Monday, January 03, 2011

New Governor- same old budget crisis

New Governor; same old speeches.
Well, we have a new governor. His  inaugural speech did not say much.  Yes, there will be draconian budget cuts.  At least half of the current budget crisis was caused by the national economic crisis.  This crisis was created by finance capital and banking, mostly on Wall Street ,ie. Chase Banks, Bank of America,  Washington Mutual, AIG, and others.   Finance capital produced a $ 2 trillion bailout of the financial industry, the doubling of America’s unemployment rate and the loss of 2 million manufacturing jobs in 2008.  Millions are out of work.  You and I, and college students did not create this crisis.  Finance capital stole the future of many young people.
Budget cutting to balance the budget will not get us out of this hole.  Look at Ireland, Greece, or Spain.  Budget cuts only start a downward spiral of pain. We can not simply cut our way out of the crisis, budget cuts and lay offs make the recession worse.

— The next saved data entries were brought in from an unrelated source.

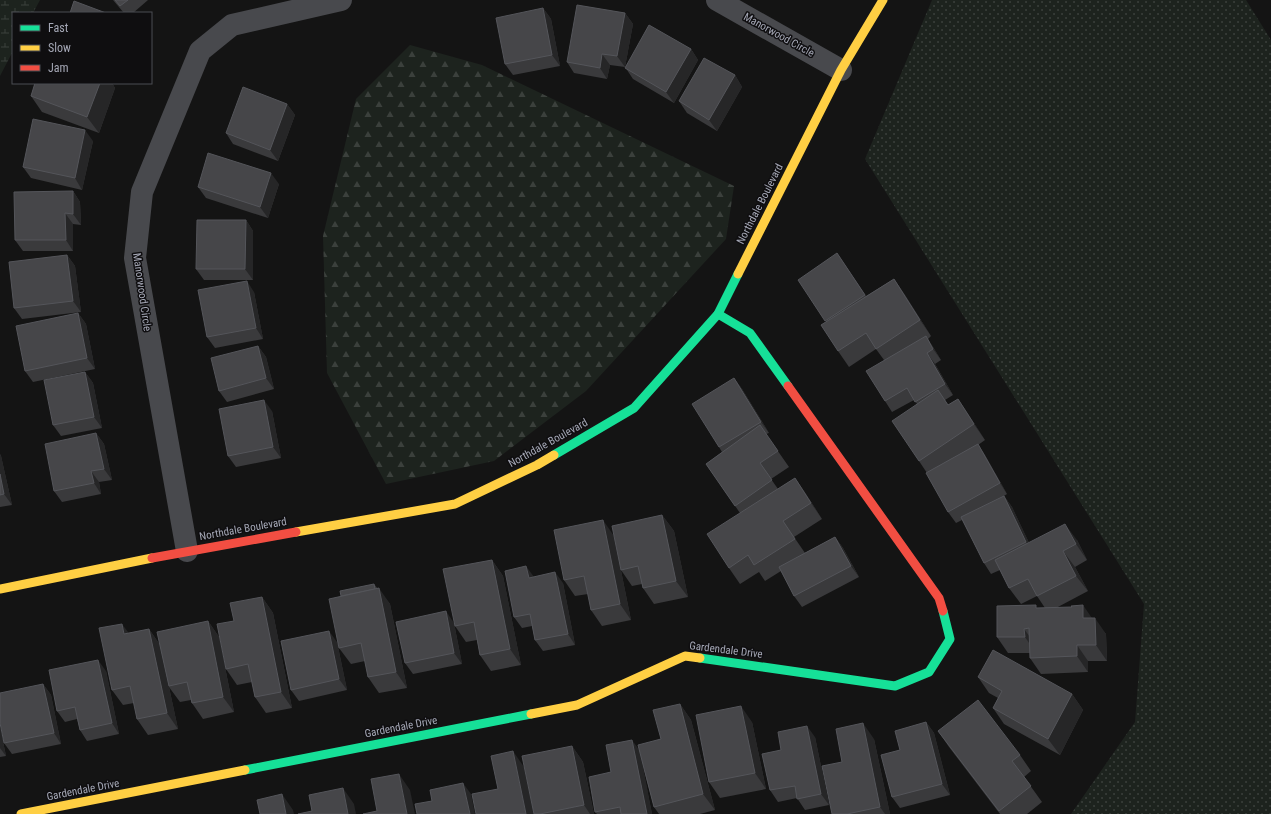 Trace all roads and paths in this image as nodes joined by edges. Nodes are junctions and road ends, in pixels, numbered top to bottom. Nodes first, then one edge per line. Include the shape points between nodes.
1 (341, 0) edge
2 (717, 0) edge
3 (883, 0) edge
4 (841, 70) junction
5 (718, 314) junction
6 (187, 551) junction
7 (0, 589) edge
8 (21, 814) edge

1 - 6 street, Manorwood Circle via 232,25 200,51 142,192 135,258
2 - 4 street, Manorwood Circle
3 - 4 street, Northdale Boulevard
4 - 5 street, Northdale Boulevard
5 - 6 street, Northdale Boulevard via 634,408 537,465 455,504
5 - 8 street, Gardendale Drive via 750,333 939,598 950,640 929,672 895,686 685,656 577,705
6 - 7 street, Northdale Boulevard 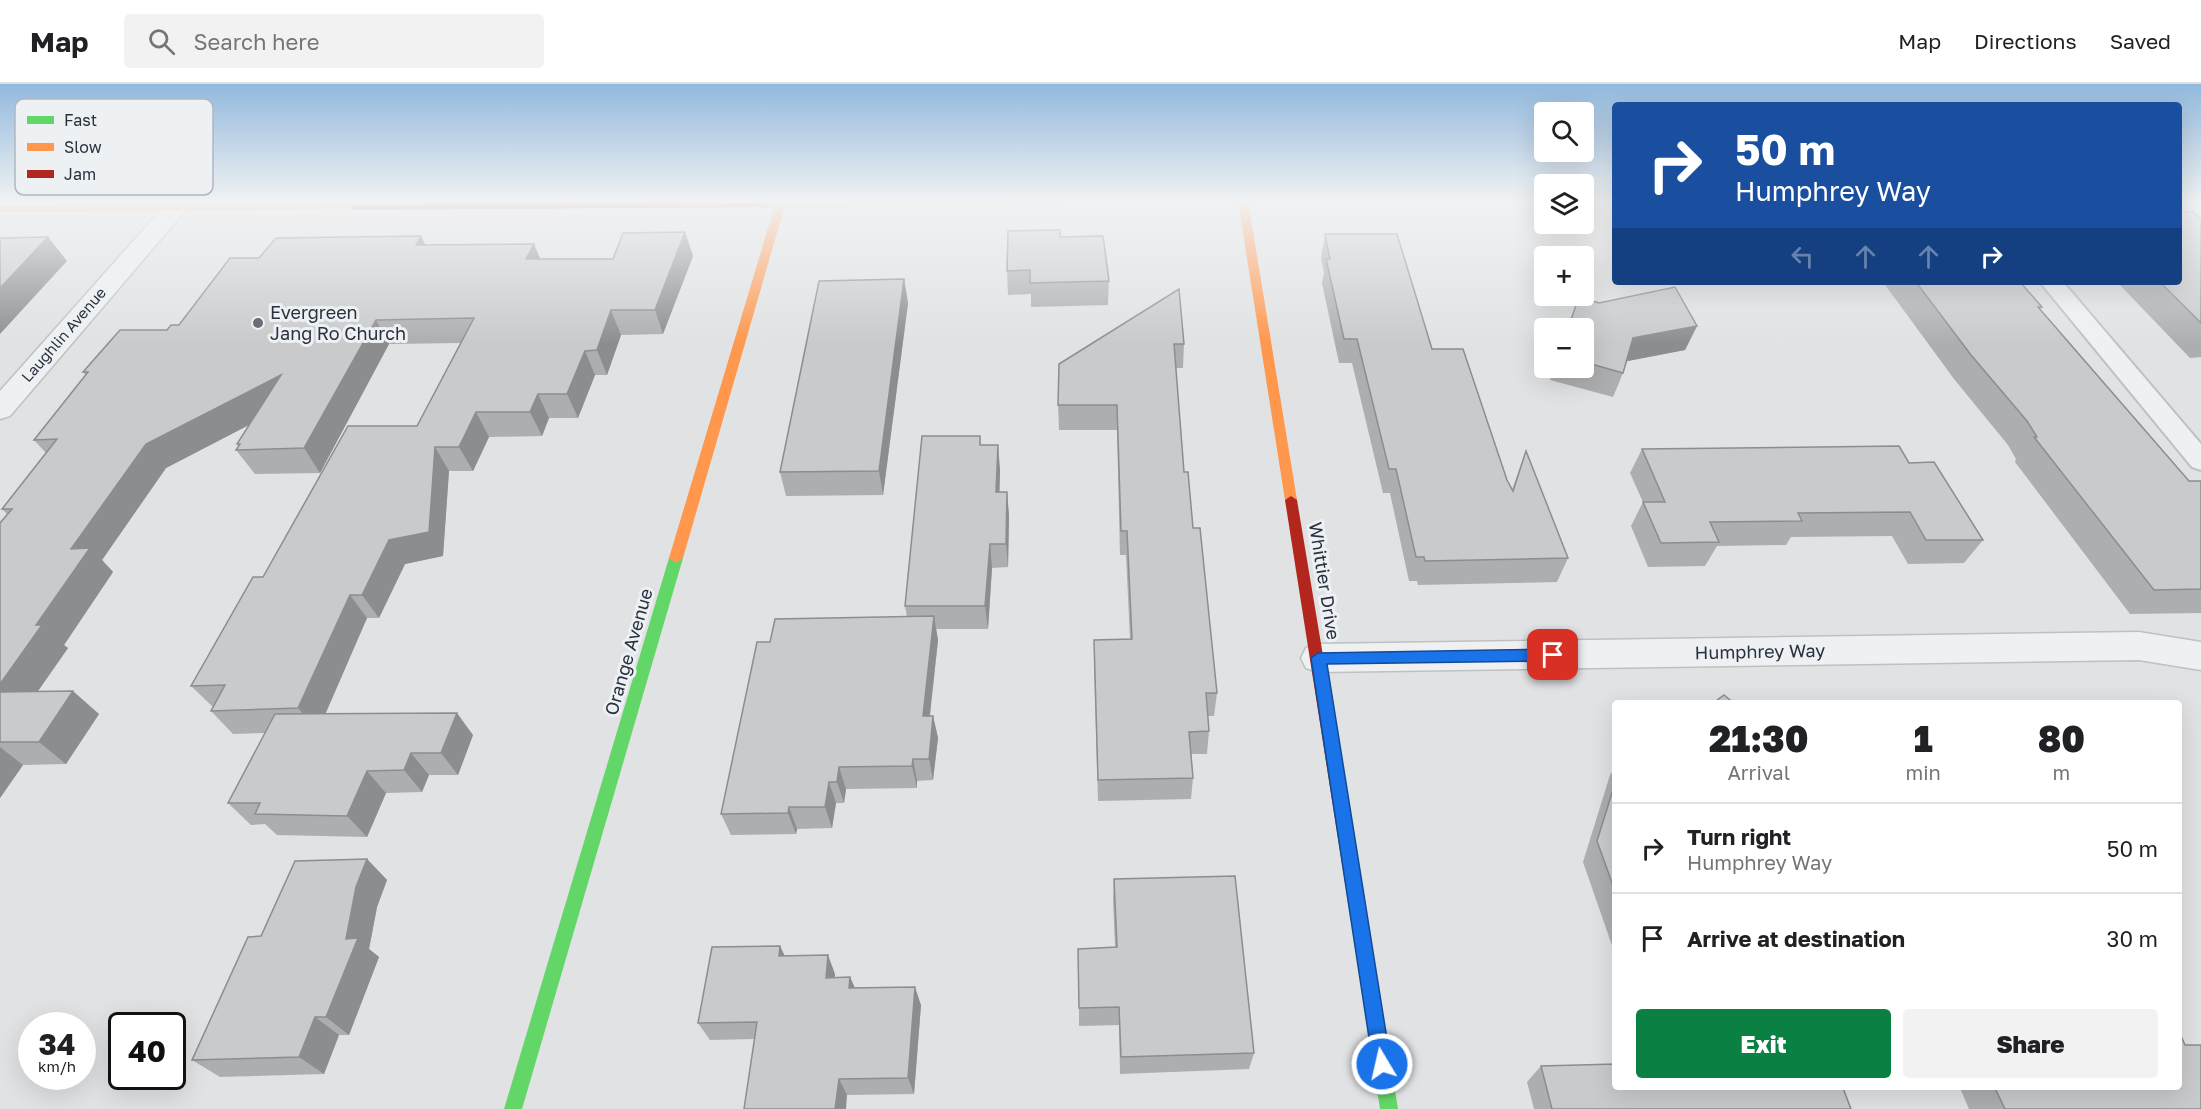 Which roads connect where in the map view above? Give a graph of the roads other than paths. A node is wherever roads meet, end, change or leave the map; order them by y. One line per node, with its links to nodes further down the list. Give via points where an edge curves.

School funding reveals the nature of crisis.  In the last two years the k-12 budget “solutions” have cut 4.6 billion dollars from the schools. We have larger classes and fewer teachers.  School reform has stopped- except for the politicians’ hot air.  School funding makes up a total of 30% of the state budget.  Any crisis in the state budget and any cuts in the state budget will make school budgets worse.
California will need to raise taxes to fund the schools and to repair the social safety net.  Anti tax radicals and Republicans  oppose any tax increases.   The state ‘solutions’ of the last three years depended upon receiving federal stimulus money.  The stimulus monies are almost finished and with the Republican winning control  of Congress there will probably not be more funds.
Since Governor Brown did not say much concrete, we will need to wait for the budget next week to see where are the conflicts.
Peter Schrag points out one alternate route.

By Peter Schrag
 
According the best numbers available, the Obama-GOP tax deal that Congress approved earlier this month will save the wealthiest 148,000 Californians – those in the top one percent in income, who make an average of $1,775,000 a year – an average of $95,000 each.
The numbers come from new data compiled by the liberal Washington-based Citizens for Tax Justice and the 2008 tax statistics of the California Franchise Tax Board, the most recent available. Combined, they show that California’s richest taxpayers will be saving about $14 billion annually.
The next wealthiest 4 percent, with an average income of $310,000, will save another $6.5 billion. All told, about 740,000 California taxpayers fall into those two rarefied regions.
Together, that amounts to some 75 percent of California’s projected budget deficit for this year and next.  As Sacramento scrabbles to get out of its budget deficits, those are numbers worth considering.
 Even half from the richest among us-- $10 billion – would make a big difference. 
In every recession there are loud claims that California’s taxes are killing business and driving jobs out of state. We had one just the other from the California Republican Party. No doubt that even an attempt by the legislature and governor to go after a fraction of the Obama-GOP windfall will lead to yet another set of warnings from groups like the Business Roundtable and the Howard Jarvis Taxpayers Association about an impending stampede to Arizona, Texas and Nevada.
But the more likely damper on economic development and the creation of new jobs would be still further declines in state support for education, higher and lower, still further erosion in police and fire protection, still more under-maintained roads and bridges, already rated among the worst in the country, still greater deterioration in the state’s parks and recreational facilities. .
So now the first, obvious, question is, do we want to compete with the low tax, cheap labor states? Whether by intent or sheer ignorance, that’s clearly where we’ve been headed in the last decade or so. If there have been any big winners in those years, it’s been those in the highest four or five percent of the nation’s income groups.
The extension of the Bush tax cuts – theoretically only for a couple of years, but very likely for much longer -- will make it even more difficult for the federal government to help the states, many of which are suffering  fiscal problems as great as California’s, and in a few cases greater.
There is no way that California can dig its way out of its deficit,  and the predicted deficits yet to come, without more revenue -- not without further truncating the school year and cutting yet more programs and courses, not without further cuts in university classes and higher tuition, not without still further damaging California’s economy and quality of life .
All that so that the richest among us can keep their big tax-cut windfall? All that in our mindless worship of the bitch-goddess “no new taxes”?